There also will be arts performances by EcoSono, a non-profit environmental arts organization.
“The day’s programing is designed to inspire big ideas and to encourage discussion of the critical social and environmental challenges we face, from the Grounds to the globe,” said program organizer Karen McGlathery, a professor of environmental sciences and director of the Environmental Resilience Institute. “If we are to connect research with action and empower the next generation, we need to tell our stories – in words, in pictures, in sounds – to inspire people to make informed decisions that will lead to a better future.”
On Saturday, UVA students will engage in interactive hands-on communications workshops, where they will develop photography and investigative reporting skills and be introduced to virtual reality storytelling and filmmaking, among other skill sets. These workshops will be led by UVA faculty members and National Geographic scientists, storytellers, photographers and educators.
“This partnership is a great opportunity to bring together the public reach and creative, high-impact platforms of a national brand – National Geographic – together with the deep research and broad engagement of our premier public research university,” said Louis Nelson, vice provost for academic outreach, who worked for months with National Geographic in planning the activities.
Regarding resilience, the focus of today’s activities, environmental sciences professor Deborah Lawrence said, “Climate change is already affecting the water, food and energy needed to support our growing cities. Resilience means more than adapting to a changing climate; it also means using foresight and imagination to limit the amount of stress civilization will face.
“Mitigate, adapt, transform. To me, that is the essence of resilience. Fortunately, we still have time to put ourselves on a better climate path.
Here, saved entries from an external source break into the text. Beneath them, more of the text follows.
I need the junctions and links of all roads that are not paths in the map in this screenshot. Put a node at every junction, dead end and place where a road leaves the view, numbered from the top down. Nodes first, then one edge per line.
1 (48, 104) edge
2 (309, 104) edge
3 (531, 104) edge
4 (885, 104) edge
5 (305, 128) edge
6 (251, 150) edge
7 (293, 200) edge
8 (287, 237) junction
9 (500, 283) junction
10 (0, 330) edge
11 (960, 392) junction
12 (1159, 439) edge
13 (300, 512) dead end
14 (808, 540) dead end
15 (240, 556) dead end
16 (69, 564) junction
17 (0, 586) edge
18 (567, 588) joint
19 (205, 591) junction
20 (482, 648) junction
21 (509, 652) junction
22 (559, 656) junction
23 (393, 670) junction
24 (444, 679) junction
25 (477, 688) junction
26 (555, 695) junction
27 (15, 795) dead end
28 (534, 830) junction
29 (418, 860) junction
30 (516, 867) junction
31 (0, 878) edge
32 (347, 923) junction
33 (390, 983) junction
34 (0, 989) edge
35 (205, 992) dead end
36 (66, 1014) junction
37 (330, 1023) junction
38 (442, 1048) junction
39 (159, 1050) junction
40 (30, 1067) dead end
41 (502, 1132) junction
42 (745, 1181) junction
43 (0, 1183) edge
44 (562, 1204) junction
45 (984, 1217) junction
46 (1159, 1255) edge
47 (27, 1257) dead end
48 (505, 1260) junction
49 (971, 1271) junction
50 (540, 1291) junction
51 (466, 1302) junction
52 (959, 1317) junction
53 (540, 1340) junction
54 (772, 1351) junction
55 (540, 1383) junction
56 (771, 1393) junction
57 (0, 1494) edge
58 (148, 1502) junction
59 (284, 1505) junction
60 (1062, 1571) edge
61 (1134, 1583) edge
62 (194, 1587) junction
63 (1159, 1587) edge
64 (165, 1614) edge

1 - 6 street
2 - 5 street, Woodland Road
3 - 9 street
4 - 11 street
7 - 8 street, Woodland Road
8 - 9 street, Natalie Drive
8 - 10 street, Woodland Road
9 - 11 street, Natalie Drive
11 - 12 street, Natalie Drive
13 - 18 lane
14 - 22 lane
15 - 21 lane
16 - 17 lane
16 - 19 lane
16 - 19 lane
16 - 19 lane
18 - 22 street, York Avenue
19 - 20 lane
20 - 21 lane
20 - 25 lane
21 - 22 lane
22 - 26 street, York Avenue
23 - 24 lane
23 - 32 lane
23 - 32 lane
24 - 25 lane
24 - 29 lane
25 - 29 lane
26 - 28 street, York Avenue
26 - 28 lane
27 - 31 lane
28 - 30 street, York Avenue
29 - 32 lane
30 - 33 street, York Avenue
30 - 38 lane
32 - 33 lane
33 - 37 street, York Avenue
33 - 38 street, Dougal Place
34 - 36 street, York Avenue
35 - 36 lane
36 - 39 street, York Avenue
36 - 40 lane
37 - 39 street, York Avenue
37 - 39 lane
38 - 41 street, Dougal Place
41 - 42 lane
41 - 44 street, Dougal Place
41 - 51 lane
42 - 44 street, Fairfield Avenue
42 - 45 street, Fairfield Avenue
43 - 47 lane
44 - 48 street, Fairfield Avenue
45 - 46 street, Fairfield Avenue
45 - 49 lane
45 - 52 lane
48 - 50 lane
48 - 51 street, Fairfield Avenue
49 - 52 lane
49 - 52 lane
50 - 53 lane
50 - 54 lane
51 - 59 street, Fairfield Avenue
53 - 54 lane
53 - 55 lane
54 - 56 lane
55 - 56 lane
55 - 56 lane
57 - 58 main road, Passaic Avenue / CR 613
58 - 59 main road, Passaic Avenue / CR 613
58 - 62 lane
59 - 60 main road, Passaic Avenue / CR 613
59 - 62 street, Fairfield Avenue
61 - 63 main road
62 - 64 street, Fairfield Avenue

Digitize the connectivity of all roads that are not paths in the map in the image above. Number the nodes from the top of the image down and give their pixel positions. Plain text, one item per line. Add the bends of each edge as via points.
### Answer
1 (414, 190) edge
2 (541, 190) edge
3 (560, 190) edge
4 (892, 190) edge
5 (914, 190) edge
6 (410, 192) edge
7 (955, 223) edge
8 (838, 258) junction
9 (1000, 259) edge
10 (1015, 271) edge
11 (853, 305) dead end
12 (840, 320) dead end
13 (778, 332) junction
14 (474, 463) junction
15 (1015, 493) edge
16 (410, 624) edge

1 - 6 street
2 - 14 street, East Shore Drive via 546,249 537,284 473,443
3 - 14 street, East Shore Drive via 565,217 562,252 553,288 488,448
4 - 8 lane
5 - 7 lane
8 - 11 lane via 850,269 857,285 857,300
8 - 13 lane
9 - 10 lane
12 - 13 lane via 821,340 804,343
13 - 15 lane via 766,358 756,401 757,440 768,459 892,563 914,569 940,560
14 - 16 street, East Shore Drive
As we develop more resilient cities, we bend the curve, creating not only the cities we want, but the kind of society we want, and the planet we need.”
Lawrence is participating on a panel discussing resilient cities for the 21st century.
Nelson noted that the UVA-National Geographic partnership offers members of both organizations an opportunity to learn firsthand about shared research interests and methodologies and communications techniques.
“Our hope for students is that they will learn some really specific content or technique that becomes a critical component of their intellectual and scholarly toolkit,” he said, “and that they will be inspired to pour themselves into their passions and learn to communicate to broad audiences in ways that inspire commitment to engaging the critical issues facing our planet and its people.”
Charles Scaife, a Ph.D. candidate in environmental sciences who is volunteering with event activities, said the collaboration is valuable to students and, ultimately, the general public.
“Learning how I, as an environmental scientist, can best communicate my research starts with engaging people, whether they’re from my research field, my campus community, other disciplines, or are my representatives in government,” he said. “This event features discussions and workshops that bridge disciplines, communities and cultures.”